--- DATA UNDER STUDY Enclosed Below ---

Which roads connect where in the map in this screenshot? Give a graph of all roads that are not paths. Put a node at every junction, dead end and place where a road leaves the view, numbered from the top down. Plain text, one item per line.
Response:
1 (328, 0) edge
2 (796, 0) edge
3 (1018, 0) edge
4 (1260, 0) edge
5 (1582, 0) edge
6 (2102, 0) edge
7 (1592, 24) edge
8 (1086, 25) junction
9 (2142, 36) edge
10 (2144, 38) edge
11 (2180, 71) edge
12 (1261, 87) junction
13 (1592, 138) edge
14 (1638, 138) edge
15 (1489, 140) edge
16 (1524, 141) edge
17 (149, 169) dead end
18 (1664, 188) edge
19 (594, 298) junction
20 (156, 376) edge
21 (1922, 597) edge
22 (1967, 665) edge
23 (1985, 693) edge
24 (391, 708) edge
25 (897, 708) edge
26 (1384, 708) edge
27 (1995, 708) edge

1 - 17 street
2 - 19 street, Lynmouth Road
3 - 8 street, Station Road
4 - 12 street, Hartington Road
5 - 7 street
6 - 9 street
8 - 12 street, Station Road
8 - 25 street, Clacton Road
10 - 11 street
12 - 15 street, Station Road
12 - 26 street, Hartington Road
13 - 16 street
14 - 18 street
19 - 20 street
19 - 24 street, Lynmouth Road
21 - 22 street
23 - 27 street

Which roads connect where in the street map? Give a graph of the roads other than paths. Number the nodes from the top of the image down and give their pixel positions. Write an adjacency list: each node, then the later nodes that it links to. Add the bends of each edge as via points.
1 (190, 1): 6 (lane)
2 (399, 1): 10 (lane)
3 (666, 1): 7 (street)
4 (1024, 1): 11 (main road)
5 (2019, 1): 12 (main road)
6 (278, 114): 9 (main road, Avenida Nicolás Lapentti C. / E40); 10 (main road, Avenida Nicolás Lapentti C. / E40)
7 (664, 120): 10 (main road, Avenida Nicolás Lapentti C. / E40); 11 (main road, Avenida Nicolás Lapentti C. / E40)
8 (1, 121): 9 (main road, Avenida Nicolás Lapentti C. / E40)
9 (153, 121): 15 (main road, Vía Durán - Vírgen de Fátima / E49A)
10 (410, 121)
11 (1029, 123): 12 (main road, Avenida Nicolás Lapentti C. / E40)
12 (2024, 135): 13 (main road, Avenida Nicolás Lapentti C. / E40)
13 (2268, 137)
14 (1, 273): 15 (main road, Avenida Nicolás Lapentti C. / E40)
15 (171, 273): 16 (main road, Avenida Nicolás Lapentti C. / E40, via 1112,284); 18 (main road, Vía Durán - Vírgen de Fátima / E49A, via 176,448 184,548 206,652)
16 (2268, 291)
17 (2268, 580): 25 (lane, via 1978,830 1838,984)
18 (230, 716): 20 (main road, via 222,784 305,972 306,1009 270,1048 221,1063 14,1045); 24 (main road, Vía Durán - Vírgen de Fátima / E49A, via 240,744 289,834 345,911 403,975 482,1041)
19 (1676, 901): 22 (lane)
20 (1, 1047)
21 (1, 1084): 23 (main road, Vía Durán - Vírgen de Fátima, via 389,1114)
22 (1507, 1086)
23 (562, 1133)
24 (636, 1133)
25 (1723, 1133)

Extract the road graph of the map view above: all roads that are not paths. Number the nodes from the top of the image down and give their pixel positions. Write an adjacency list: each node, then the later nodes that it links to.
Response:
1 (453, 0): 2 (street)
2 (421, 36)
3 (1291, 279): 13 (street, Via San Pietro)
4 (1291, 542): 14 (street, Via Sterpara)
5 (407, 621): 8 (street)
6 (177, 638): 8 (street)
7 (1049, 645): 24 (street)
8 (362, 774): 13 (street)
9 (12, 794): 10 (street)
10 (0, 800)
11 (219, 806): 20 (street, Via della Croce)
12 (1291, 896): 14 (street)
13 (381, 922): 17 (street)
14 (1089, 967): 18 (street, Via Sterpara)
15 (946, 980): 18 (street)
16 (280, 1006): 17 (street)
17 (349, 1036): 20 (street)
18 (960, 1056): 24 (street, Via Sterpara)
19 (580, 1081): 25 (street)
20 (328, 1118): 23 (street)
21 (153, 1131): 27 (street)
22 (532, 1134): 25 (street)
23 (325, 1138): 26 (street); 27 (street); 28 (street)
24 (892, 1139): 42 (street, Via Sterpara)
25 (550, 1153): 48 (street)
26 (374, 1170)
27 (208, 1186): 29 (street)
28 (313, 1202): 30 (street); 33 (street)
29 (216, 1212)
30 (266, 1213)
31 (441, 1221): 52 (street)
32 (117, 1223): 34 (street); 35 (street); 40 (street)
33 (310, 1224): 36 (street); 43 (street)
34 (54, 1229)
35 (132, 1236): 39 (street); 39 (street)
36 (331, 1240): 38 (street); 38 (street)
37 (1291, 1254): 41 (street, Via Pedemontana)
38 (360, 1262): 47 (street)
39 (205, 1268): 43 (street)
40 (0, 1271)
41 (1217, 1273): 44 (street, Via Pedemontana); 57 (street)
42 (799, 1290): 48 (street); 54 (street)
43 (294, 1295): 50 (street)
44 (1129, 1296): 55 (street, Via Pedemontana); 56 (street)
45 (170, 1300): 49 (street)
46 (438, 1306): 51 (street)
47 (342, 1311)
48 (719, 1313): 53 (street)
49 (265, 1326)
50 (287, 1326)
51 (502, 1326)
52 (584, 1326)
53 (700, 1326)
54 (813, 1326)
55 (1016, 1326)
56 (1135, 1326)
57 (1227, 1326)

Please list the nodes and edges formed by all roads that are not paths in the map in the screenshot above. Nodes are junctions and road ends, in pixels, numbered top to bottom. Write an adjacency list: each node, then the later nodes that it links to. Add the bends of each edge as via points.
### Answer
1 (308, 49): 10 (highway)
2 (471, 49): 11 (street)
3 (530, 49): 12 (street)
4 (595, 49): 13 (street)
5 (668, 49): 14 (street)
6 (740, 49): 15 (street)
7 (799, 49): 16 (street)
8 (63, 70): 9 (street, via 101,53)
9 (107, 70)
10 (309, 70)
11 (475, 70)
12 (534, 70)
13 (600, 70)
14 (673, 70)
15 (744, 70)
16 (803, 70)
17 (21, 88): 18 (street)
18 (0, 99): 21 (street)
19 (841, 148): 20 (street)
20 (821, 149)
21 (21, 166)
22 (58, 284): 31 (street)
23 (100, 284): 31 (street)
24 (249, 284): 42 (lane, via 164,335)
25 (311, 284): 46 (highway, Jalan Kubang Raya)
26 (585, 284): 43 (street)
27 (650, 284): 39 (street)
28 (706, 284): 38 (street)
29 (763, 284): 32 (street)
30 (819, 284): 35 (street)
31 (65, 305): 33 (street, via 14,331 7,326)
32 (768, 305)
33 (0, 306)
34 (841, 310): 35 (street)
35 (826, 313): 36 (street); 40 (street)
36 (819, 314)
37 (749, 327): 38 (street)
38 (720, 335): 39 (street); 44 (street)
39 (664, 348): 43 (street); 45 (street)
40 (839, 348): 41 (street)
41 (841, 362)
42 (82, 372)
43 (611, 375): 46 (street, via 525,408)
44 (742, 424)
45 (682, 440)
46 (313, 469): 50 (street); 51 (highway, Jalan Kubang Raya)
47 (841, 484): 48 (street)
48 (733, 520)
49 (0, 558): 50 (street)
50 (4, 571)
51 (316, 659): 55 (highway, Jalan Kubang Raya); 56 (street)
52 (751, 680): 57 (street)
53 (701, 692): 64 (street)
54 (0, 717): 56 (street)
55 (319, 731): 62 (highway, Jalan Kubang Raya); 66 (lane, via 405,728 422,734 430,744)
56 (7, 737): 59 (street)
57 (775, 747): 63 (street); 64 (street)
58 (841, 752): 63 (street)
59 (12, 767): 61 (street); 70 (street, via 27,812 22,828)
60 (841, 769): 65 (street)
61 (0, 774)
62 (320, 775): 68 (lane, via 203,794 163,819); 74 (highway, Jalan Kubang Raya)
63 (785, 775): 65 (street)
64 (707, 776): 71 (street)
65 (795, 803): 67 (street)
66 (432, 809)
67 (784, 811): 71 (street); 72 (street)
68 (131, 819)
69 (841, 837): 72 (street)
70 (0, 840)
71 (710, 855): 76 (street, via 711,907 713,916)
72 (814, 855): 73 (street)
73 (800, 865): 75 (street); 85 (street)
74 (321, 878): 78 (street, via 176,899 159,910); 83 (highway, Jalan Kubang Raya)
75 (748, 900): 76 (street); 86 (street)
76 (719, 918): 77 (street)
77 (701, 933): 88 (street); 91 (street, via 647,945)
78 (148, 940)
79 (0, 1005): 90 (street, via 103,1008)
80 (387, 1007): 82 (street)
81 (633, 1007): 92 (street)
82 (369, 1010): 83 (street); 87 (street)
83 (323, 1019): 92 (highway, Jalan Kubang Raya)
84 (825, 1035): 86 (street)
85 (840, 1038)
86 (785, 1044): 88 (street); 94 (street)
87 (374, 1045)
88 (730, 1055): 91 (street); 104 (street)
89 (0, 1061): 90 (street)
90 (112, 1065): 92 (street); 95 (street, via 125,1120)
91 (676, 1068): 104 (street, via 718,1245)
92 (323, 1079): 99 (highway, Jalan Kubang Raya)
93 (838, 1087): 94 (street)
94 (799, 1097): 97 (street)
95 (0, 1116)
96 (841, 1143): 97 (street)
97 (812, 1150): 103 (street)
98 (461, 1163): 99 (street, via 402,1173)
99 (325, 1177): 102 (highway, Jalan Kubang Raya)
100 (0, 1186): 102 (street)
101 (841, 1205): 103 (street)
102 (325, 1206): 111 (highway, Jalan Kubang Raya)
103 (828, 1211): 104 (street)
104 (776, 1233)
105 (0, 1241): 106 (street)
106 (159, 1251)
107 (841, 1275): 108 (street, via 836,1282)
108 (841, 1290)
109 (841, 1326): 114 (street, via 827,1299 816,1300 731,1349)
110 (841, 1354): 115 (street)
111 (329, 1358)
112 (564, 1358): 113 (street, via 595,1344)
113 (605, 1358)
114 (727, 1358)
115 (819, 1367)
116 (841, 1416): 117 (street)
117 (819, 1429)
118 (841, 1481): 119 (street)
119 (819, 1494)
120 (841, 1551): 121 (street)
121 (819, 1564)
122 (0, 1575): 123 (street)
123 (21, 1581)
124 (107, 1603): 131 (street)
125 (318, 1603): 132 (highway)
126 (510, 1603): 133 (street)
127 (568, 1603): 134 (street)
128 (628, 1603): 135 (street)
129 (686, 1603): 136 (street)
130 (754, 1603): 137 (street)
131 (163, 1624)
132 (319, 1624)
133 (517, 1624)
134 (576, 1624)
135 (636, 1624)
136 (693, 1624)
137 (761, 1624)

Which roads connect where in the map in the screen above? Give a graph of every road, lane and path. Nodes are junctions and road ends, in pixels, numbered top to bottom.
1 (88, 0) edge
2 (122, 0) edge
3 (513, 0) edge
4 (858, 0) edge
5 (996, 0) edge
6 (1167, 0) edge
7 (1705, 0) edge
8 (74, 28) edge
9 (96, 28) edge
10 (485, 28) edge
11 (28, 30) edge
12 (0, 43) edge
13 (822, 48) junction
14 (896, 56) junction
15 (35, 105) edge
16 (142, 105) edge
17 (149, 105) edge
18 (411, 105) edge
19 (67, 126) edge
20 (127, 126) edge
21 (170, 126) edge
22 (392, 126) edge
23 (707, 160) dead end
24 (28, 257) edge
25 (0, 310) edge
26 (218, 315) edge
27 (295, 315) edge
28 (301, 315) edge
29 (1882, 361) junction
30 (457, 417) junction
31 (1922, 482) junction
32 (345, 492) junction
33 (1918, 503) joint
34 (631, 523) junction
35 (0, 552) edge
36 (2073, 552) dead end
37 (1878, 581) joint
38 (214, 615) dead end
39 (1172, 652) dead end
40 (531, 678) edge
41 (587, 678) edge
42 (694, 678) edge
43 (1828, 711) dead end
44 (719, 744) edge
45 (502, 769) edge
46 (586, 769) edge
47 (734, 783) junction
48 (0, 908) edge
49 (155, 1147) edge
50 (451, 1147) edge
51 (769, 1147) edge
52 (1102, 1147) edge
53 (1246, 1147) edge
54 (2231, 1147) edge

--- End of Enclosed DATA UNDER STUDY ---

Apply a filter for "junctions" to the data above, then copy each line that matches.

== WRITTEN ANSWER ==
Please list the nodes and edges formed by all roads that are not paths in the map in the screenshot above. Nodes are junctions and road ends, in pixels, numbered top to bottom. Write an adjacency list: each node, then the later nodes that it links to. Add the bends of each edge as via points.
Which roads connect where in the map in the screen above? Give a graph of every road, lane and path. Nodes are junctions and road ends, in pixels, numbered top to bottom.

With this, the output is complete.